[INSTRUCTIONS FOR THE TASK]
Find each line below that includes "every", then copy it.

(ENTRIES SHOWN begins)

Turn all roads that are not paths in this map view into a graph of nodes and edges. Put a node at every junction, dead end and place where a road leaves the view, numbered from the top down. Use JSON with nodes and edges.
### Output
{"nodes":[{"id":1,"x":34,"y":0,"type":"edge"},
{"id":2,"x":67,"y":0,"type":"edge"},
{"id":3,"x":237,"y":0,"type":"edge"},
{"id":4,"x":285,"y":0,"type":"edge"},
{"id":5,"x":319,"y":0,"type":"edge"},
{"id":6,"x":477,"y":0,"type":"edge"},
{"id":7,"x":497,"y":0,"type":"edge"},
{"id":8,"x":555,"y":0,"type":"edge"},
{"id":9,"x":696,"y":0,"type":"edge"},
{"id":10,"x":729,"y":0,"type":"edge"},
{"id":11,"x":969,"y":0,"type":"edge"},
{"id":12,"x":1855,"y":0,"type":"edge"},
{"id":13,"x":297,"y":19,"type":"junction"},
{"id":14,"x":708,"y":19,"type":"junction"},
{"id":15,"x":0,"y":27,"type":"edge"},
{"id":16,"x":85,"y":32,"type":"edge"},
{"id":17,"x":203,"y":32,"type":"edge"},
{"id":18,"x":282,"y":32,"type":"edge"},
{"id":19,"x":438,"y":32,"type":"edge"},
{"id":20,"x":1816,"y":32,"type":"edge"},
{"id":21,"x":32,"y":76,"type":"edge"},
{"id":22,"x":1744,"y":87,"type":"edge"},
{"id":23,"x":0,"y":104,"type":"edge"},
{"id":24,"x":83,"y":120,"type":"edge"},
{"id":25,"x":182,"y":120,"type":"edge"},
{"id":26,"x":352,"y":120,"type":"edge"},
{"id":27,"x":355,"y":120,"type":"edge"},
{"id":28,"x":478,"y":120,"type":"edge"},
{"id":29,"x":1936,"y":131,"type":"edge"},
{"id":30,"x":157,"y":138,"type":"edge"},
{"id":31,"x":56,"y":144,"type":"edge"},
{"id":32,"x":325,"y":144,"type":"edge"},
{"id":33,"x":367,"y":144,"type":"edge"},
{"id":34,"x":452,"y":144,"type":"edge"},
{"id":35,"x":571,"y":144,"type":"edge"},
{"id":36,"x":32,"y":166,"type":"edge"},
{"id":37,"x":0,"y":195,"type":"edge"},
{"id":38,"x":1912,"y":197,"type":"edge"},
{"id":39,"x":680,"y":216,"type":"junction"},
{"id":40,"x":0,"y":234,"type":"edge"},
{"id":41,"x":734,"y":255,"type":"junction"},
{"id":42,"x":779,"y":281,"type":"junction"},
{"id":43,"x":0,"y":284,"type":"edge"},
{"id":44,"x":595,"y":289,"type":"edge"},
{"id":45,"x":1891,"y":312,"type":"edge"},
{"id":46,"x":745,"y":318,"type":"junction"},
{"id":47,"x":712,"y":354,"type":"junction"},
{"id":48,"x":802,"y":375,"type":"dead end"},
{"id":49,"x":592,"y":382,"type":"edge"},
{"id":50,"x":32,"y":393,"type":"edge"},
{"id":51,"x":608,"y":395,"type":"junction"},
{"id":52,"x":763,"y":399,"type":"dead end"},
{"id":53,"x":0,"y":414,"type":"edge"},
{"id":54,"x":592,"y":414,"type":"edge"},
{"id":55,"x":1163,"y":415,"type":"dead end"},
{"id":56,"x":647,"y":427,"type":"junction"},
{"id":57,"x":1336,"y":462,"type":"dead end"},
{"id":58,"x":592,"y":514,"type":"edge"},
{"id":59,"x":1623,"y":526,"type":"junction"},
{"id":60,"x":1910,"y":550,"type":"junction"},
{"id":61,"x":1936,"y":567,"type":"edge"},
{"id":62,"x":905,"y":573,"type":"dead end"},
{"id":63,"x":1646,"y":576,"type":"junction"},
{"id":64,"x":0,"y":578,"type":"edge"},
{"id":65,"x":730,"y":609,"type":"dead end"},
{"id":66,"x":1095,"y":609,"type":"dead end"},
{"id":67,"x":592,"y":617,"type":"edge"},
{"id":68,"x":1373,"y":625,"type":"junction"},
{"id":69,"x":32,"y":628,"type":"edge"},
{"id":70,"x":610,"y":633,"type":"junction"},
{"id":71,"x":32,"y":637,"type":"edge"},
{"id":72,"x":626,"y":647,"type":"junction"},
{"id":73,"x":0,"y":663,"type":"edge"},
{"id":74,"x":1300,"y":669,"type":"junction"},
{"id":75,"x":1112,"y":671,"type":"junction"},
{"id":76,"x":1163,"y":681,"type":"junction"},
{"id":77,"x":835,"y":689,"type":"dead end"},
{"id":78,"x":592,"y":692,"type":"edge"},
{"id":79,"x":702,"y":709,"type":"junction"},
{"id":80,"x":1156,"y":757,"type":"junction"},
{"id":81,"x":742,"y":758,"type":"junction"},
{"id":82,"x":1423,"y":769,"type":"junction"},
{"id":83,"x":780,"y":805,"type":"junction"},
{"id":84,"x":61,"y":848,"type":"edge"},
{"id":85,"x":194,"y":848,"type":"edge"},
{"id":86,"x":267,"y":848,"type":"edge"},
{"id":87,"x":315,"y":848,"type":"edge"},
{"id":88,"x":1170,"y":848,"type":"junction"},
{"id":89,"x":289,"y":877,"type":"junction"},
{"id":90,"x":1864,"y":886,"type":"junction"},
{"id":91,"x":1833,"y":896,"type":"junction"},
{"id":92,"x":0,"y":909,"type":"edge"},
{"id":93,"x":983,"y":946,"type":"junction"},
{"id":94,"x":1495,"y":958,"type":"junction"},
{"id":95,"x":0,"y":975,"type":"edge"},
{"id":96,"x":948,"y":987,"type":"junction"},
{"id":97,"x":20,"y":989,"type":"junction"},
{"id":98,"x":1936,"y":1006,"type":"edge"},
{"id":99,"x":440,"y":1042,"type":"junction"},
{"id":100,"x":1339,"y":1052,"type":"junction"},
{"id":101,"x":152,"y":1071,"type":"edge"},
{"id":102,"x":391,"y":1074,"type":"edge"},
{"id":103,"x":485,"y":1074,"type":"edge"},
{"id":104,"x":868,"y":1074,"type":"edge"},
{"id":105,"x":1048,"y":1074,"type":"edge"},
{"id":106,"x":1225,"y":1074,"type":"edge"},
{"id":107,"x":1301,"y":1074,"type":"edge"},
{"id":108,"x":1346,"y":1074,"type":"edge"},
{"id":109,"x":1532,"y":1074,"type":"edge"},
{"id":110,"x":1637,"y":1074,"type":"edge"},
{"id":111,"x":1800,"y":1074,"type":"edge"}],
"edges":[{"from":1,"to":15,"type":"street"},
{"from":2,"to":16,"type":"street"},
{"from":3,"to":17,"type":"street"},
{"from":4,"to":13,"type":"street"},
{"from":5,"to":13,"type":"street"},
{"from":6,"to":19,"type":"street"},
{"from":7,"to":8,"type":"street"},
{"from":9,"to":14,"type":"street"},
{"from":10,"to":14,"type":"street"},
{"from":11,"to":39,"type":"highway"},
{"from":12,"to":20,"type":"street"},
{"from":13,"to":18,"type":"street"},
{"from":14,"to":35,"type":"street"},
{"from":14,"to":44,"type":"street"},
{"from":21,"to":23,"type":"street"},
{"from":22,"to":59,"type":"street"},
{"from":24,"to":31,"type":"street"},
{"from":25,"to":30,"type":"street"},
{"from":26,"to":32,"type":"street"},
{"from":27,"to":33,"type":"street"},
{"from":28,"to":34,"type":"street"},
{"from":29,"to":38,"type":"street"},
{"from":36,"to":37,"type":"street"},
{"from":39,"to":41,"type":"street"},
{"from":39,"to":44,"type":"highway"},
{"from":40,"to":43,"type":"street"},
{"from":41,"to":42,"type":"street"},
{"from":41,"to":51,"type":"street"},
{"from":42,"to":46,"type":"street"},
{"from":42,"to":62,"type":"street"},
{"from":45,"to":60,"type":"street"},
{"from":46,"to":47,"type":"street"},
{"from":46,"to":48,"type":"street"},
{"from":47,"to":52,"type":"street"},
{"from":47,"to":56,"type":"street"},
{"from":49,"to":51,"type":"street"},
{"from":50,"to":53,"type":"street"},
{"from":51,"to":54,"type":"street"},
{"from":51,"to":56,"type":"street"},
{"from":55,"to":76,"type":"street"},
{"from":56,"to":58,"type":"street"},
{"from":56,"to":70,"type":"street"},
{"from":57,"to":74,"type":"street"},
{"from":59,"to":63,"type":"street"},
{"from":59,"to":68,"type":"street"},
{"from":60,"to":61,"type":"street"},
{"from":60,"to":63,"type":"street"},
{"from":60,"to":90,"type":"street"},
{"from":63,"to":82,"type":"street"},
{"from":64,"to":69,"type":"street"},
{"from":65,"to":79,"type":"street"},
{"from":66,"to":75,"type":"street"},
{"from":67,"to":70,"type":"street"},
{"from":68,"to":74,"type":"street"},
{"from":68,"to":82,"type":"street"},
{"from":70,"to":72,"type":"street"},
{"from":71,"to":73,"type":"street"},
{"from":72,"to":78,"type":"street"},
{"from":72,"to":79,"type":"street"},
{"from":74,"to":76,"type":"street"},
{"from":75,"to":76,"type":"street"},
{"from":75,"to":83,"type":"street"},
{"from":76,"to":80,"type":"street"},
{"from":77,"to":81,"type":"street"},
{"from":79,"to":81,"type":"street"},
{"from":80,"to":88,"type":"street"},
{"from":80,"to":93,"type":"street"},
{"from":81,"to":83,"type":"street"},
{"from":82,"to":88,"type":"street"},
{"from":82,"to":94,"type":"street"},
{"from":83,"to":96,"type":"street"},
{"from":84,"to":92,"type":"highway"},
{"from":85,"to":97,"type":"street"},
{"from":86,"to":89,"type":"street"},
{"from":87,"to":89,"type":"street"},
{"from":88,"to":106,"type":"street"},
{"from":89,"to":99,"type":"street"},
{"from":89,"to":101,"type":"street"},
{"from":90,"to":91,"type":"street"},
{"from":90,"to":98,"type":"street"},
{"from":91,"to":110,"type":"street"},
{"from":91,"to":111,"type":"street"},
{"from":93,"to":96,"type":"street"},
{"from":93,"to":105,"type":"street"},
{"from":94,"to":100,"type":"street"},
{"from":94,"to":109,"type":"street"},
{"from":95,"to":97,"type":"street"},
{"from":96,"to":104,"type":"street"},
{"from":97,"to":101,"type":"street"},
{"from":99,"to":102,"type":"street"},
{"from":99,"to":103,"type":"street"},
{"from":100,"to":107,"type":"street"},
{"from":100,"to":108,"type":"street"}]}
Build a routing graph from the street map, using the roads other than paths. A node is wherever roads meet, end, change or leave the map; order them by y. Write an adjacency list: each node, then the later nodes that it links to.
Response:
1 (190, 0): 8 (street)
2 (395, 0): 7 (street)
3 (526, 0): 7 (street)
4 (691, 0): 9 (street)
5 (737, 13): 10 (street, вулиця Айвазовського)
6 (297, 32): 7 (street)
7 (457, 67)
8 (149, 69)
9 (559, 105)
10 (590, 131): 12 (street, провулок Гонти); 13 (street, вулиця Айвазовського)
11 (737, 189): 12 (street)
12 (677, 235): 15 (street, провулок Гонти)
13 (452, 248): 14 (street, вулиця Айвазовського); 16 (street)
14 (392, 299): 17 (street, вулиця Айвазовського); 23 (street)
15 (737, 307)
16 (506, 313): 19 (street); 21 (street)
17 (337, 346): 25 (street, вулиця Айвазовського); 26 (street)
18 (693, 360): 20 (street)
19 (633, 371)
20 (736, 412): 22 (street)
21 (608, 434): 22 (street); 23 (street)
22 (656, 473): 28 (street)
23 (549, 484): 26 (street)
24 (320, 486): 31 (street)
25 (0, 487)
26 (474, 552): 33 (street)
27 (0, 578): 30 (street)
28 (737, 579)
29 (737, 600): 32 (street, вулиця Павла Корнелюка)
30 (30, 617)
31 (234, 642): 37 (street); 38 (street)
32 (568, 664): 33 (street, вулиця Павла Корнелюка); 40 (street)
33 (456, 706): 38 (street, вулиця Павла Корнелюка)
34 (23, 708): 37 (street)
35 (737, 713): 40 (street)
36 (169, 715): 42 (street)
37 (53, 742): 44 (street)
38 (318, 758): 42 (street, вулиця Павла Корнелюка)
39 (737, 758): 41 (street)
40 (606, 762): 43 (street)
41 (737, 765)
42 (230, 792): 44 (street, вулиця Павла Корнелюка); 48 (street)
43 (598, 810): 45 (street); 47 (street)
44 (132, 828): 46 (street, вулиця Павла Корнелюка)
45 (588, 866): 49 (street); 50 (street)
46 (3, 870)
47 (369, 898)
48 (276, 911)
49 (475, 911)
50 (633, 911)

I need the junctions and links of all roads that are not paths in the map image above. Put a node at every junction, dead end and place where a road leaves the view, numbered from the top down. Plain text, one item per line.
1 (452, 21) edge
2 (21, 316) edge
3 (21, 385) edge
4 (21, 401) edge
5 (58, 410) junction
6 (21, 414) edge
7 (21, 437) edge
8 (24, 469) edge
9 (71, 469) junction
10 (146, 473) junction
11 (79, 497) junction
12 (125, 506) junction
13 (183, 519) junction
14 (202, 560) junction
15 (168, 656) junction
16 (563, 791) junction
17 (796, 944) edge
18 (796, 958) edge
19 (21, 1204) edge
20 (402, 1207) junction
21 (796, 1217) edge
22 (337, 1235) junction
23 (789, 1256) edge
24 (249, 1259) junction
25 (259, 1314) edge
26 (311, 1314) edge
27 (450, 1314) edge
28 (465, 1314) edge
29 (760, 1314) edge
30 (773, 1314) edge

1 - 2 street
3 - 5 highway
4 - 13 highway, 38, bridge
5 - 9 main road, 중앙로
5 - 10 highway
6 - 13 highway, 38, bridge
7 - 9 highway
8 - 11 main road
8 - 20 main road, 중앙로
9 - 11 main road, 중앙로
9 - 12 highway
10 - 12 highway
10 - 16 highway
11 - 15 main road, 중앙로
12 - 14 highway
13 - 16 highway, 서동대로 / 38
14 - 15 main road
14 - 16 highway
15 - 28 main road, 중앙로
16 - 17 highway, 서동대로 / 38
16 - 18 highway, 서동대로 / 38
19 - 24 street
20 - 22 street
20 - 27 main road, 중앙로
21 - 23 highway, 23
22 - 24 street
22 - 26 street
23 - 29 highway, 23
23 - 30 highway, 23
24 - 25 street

(ENTRIES SHOWN ends)

[SOLVED EXERCISE]
Turn all roads that are not paths in this map view into a graph of nodes and edges. Put a node at every junction, dead end and place where a road leaves the view, numbered from the top down. Use JSON with nodes and edges.
I need the junctions and links of all roads that are not paths in the map image above. Put a node at every junction, dead end and place where a road leaves the view, numbered from the top down. Plain text, one item per line.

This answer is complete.